"Donald Trump may believe that pitting Americans against Americans will benefit him. I don't," Biden said, arguing that Trump has demonstrated an inability to manage the raft of crises that have engulfed his presidency in the months leading up to the November election.
"We have a health crisis, an economic crisis, a racial justice crisis, a climate crisis. We need to come together to solve these crises, to solve them as Americans. This is our moment to imagine and to build a new American economy for our families and for our communities," the presumptive Democratic nominee said in a speech after touring a metal works factory in Dunmore, Pennsylvania, just outside of his hometown of Scranton.
Biden also took aim at Trump's 2016 campaign promises in the remarks, questioning what results the president had to show for issues including jobs, health care and manufacturing.
"Donald Trump loves to talk and talk and talk, but after three and a half years of big promises, what do the American people have to show for all the talk?" Biden asked.
"He promised to bring back jobs and manufacturing. It was in recession even before COVID-19. He promised to buy American, then he let federal contractors double the rate of offshoring jobs in his first 18 months. I'm going to change that," the former vice president continued.
Biden blasted what he characterized as the Trump administration's "incompetence" in dealing with the virus, arguing that Trump has "simply given up" the fight against stopping it's spread, and is instead solely focused on the fortunes of the stock market and their effect on his reelection prospects.
"When it comes to COVID-19, after months of doing nothing, other than predicting the virus would disappear or maybe, if you drank bleach, you may be okay, Trump has simply given up," Biden said.
"The truth is throughout this crisis, Donald Trump has been almost singularly focused on the stock market, the Dow and NASDAQ. Not you. Not your families," he added.

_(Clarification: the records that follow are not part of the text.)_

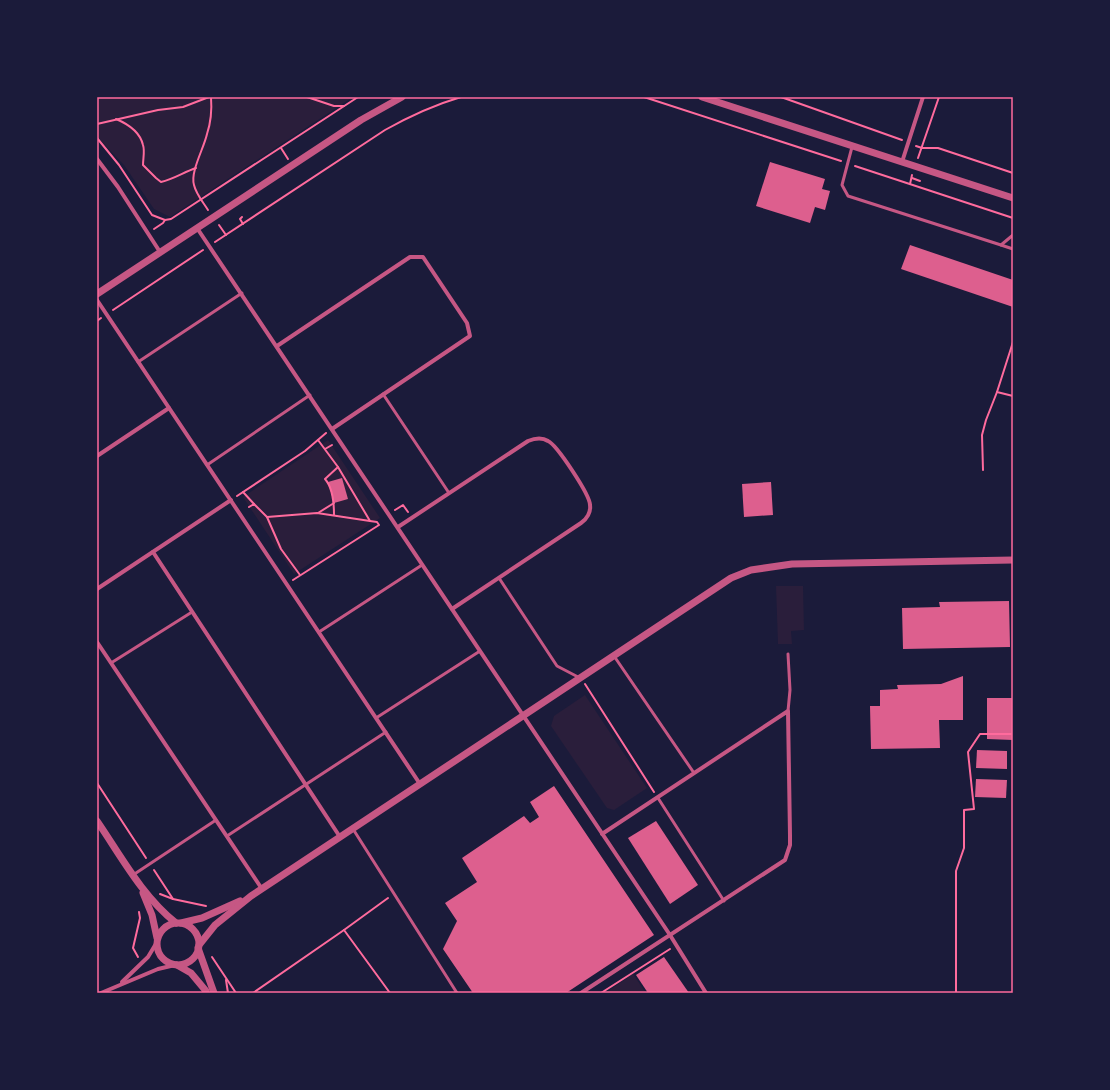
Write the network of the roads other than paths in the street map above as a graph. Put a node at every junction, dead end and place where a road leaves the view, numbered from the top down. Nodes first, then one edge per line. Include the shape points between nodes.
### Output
1 (402, 97) edge
2 (702, 97) edge
3 (923, 97) edge
4 (852, 146) junction
5 (97, 159) edge
6 (902, 162) junction
7 (1013, 198) edge
8 (197, 228) junction
9 (1013, 235) edge
10 (1001, 245) junction
11 (1013, 249) edge
12 (160, 252) junction
13 (242, 293) junction
14 (97, 294) edge
15 (97, 300) edge
16 (277, 346) junction
17 (138, 362) junction
18 (383, 394) junction
19 (310, 395) junction
20 (169, 408) junction
21 (332, 428) junction
22 (97, 456) edge
23 (207, 465) junction
24 (449, 493) junction
25 (231, 500) junction
26 (398, 527) junction
27 (153, 552) junction
28 (1013, 560) edge
29 (422, 565) junction
30 (499, 578) junction
31 (97, 589) edge
32 (452, 609) junction
33 (192, 612) junction
34 (319, 632) junction
35 (97, 642) edge
36 (480, 651) junction
37 (788, 654) dead end
38 (614, 656) junction
39 (111, 663) junction
40 (580, 678) junction
41 (788, 711) junction
42 (523, 716) junction
43 (376, 718) junction
44 (386, 732) junction
45 (694, 774) junction
46 (306, 784) junction
47 (420, 784) junction
48 (658, 798) junction
49 (216, 820) junction
50 (97, 821) edge
51 (353, 828) junction
52 (602, 834) junction
53 (227, 836) junction
54 (340, 836) junction
55 (133, 875) junction
56 (140, 886) junction
57 (262, 889) junction
58 (251, 896) junction
59 (724, 900) junction
60 (178, 923) junction
61 (670, 935) junction
62 (157, 942) junction
63 (199, 946) junction
64 (176, 965) junction
65 (120, 985) junction
66 (207, 992) edge
67 (100, 993) edge
68 (214, 993) edge
69 (457, 993) edge
70 (581, 993) edge
71 (706, 993) edge

1 - 8 street via 362,120
2 - 4 street
3 - 6 street
4 - 6 street
4 - 10 lane via 842,185 848,196
5 - 12 street
6 - 7 street
8 - 12 street
8 - 13 street
9 - 10 lane
10 - 11 lane
12 - 14 street
13 - 16 street
13 - 17 lane
15 - 17 street
16 - 18 street via 410,257 422,256 467,323 470,336
16 - 19 street
17 - 20 street
18 - 21 street
18 - 24 lane
19 - 21 street
19 - 23 lane
20 - 22 street
20 - 23 street
21 - 26 street
23 - 25 street
24 - 26 street
24 - 30 street via 528,441 538,438 548,440 556,447 587,494 590,509 584,520
25 - 27 street
25 - 34 street
26 - 29 street
27 - 31 street
27 - 33 street
28 - 38 street via 792,564 751,570 731,578
29 - 32 street
29 - 34 lane
30 - 32 street
30 - 40 lane via 557,666
32 - 36 street
33 - 39 lane
33 - 46 street
34 - 43 street
35 - 39 street
36 - 42 street
36 - 43 lane
37 - 41 lane
38 - 40 street
38 - 45 lane
39 - 49 street
40 - 42 street
41 - 45 street
41 - 59 street via 790,845 785,860
42 - 47 street
42 - 52 street
43 - 44 street
44 - 46 lane
44 - 47 street
45 - 48 street
46 - 53 lane
46 - 54 street
47 - 51 street
48 - 52 street
48 - 59 lane
49 - 53 street
49 - 55 lane
50 - 55 street
51 - 54 street
51 - 69 lane
52 - 61 street
53 - 57 street
54 - 57 street
55 - 56 street
56 - 60 street via 158,907
56 - 62 street via 152,915
57 - 58 street
58 - 60 street via 202,918
58 - 63 street via 215,925
59 - 61 street
60 - 62 street via 162,930
60 - 63 street via 192,928
61 - 70 street
61 - 71 street
62 - 64 street via 161,957 166,962
62 - 65 street via 148,957
63 - 64 street via 191,960
63 - 68 street
64 - 65 street via 158,969
64 - 66 street via 191,973
65 - 67 street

Biden's pivot to the economy, which has entered a recession spurred by the coronavirus crisis, comes as recent polling still shows Trump with a slight advantage over his Democratic rival when it comes to voters' attitudes on the topic. In a Quinnipiac University poll conducted in mid-June, Trump retained a 5-point advantage over Biden when voters were asked who would do a better job handling the economy.
The campaign says Biden's new plan includes a "Buy American" aspect, based on the premise that "when we spend taxpayer money, we should buy American products and support American jobs," and is meant to be a comprehensive "manufacturing and innovation strategy [that] will marshall the resources of the federal government in ways that we have not seen since World War II."
The plan, the campaign says, is not just a response to the ongoing COVID-19 pandemic, which has decimated parts of the American economy, but is also a broader roadmap to a more equitable economy.
The manufacturing aspect of the plan includes a $400 billion "procurement investment" that, together with the former vice president's clean energy and infrastructure plan, will "power new demand for American products, materials and services and ensure that they are shipped on U.S.-flagged cargo carriers," according to the Biden campaign.
The procurement portion of Biden's policy is designed to support small businesses, particularly those owned by people of color and women, according to the policy release, and will also require businesses receiving funds from the investment to commit to a $15 minimum wage, paid leave and the guaranteed option to join a union.
Biden will also seek to work with allies to "modernize international trade rules and associated domestic regulations regarding government procurement," according to the policy proposal.
Biden is also proposing an additional $300 billion in research and development spending on "breakthrough technologies," like electric vehicles, lightweight materials, 5G and artificial intelligence. A portion of the proposed investment will also go directly to federal funding for research through entities like the National Institutes of Health.
The campaign did not give specific guidance on how the policy will be paid for, but said that recurring costs of the plan over 10 years would be paid in full, with a payment plan that will be rolled out with other portions of the larger policy. However, it left open the possibility of additional one-time stimulus investments that may not be covered in the proposed plan.
The campaign argues that the current economic situation calls for a "robust jobs agenda," that will off-set the precipitous decrease in demand and growth caused by the COVID-19 pandemic.
"Today's elevated unemployment will mean lower demand, which will mean lower growth for our economy (which relies on consumption). A robust jobs agenda will increase demand," the campaign argued, saying broad investments now are necessary to improve both the long and short-term health of the economy.
Biden's trip to Pennsylvania on Thursday was his fifth to the critical swing state since the COVID-19 pandemic largely brought in-person campaigning to a halt, and marked Biden's first trip near his hometown of Scranton since October 2019.
The native Pennsylvanian also made a stop at his childhood home while in town, saying he "couldn't come to Scranton without coming by the old house."
In addition to the specific pillar Biden laid out, the campaign also previewed the other three pillars that together make up his plan, which includes mobilization plans across a number of different policy areas, including infrastructure, technological innovation, a "caregiving and education workforce" and racial equality that will be announced in the coming weeks.